* _What the exercise asks_:
Find every line of the data below that has "Kasugai" in it. Reply with the number only.

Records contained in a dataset
Content starts

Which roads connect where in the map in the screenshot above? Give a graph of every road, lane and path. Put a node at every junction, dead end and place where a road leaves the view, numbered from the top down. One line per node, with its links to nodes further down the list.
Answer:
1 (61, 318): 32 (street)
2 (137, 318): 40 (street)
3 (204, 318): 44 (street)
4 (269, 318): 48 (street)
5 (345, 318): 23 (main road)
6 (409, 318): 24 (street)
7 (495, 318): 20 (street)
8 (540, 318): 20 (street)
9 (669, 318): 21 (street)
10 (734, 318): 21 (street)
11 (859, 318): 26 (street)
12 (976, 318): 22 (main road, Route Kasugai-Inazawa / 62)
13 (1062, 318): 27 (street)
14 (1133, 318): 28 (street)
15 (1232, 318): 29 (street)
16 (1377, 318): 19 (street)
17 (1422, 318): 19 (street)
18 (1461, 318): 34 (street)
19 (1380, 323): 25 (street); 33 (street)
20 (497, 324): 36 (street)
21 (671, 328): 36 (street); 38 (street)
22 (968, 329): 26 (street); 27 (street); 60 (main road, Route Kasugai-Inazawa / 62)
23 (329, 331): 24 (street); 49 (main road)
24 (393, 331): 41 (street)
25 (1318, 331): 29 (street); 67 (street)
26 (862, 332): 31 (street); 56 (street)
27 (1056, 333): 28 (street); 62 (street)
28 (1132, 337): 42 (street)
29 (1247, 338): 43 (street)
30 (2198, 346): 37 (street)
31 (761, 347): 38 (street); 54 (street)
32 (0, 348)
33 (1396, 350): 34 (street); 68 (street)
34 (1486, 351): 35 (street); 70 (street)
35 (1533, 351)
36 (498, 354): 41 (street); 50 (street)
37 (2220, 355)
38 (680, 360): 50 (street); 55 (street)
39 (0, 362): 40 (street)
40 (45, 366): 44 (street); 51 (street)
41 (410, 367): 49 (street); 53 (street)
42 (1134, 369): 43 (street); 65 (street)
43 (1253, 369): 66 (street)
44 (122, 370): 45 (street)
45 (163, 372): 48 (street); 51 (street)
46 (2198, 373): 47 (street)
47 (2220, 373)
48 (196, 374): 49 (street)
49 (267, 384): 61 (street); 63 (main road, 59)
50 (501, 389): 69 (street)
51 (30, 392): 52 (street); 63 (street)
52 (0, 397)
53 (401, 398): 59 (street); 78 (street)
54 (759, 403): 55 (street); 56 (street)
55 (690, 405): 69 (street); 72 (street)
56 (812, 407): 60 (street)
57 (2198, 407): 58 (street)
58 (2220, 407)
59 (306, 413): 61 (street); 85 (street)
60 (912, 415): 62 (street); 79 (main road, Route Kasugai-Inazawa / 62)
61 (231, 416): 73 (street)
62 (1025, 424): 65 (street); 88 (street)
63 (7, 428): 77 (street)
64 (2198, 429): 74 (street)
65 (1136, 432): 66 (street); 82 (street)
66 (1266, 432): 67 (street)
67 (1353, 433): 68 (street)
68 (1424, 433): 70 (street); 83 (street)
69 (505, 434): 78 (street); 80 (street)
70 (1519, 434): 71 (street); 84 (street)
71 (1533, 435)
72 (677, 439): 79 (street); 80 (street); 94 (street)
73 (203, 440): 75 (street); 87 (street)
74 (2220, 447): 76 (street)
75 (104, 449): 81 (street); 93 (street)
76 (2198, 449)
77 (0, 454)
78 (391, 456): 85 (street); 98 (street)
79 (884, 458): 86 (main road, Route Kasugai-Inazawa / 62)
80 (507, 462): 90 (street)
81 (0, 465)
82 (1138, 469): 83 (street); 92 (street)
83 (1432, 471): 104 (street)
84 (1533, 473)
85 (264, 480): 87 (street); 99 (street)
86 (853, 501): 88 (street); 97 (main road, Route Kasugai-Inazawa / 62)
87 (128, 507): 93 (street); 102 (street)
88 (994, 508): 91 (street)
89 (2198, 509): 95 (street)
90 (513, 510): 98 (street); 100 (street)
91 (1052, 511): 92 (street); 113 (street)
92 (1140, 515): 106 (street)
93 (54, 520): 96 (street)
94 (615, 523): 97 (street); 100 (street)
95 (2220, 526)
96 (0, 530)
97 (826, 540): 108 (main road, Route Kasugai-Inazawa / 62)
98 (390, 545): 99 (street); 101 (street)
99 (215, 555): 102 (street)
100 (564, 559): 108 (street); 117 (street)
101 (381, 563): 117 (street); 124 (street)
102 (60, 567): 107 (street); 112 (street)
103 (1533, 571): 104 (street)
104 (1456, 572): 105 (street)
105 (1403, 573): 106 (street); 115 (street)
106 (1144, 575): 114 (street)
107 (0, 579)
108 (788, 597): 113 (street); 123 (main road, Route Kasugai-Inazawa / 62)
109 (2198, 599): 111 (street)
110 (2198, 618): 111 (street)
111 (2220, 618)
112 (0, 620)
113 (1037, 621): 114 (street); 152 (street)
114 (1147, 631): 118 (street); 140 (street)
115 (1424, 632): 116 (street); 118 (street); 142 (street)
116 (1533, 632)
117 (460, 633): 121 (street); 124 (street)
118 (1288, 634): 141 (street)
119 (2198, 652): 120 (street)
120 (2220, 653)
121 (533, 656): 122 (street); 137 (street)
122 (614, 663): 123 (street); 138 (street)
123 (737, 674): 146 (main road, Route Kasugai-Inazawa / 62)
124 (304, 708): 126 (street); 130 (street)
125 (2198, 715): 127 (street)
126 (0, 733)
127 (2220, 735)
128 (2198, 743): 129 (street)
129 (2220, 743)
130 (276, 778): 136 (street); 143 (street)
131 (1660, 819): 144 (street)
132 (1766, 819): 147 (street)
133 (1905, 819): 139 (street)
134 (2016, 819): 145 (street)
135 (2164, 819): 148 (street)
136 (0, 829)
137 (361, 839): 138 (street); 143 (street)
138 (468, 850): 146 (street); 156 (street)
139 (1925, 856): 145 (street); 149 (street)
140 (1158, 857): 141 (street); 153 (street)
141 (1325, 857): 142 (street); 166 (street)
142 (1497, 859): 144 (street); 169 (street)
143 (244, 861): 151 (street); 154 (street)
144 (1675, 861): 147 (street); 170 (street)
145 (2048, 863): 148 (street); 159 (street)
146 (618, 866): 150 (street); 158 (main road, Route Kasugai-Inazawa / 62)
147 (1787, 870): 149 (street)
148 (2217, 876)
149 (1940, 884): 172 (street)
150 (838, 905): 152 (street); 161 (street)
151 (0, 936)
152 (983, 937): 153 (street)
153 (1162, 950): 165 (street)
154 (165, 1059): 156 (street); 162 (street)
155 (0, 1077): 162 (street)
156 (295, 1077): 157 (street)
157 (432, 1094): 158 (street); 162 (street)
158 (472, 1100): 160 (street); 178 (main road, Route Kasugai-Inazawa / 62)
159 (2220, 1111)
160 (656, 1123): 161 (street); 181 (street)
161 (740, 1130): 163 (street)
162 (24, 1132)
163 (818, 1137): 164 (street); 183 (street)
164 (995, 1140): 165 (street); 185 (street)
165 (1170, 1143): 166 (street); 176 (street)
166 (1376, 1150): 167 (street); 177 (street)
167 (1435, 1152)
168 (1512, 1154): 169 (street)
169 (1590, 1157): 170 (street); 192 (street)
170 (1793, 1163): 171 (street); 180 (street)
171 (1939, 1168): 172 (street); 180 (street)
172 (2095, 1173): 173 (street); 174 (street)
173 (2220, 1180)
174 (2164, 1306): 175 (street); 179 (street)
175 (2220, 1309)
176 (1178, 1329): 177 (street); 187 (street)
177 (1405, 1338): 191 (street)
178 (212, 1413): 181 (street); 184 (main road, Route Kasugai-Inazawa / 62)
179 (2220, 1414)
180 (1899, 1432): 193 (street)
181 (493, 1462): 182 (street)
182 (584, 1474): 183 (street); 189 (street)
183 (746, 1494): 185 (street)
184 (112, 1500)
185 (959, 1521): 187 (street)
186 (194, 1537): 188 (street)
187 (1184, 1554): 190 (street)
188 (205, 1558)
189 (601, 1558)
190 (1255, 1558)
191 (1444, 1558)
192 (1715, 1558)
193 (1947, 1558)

Content ends

* _The completed task_:
11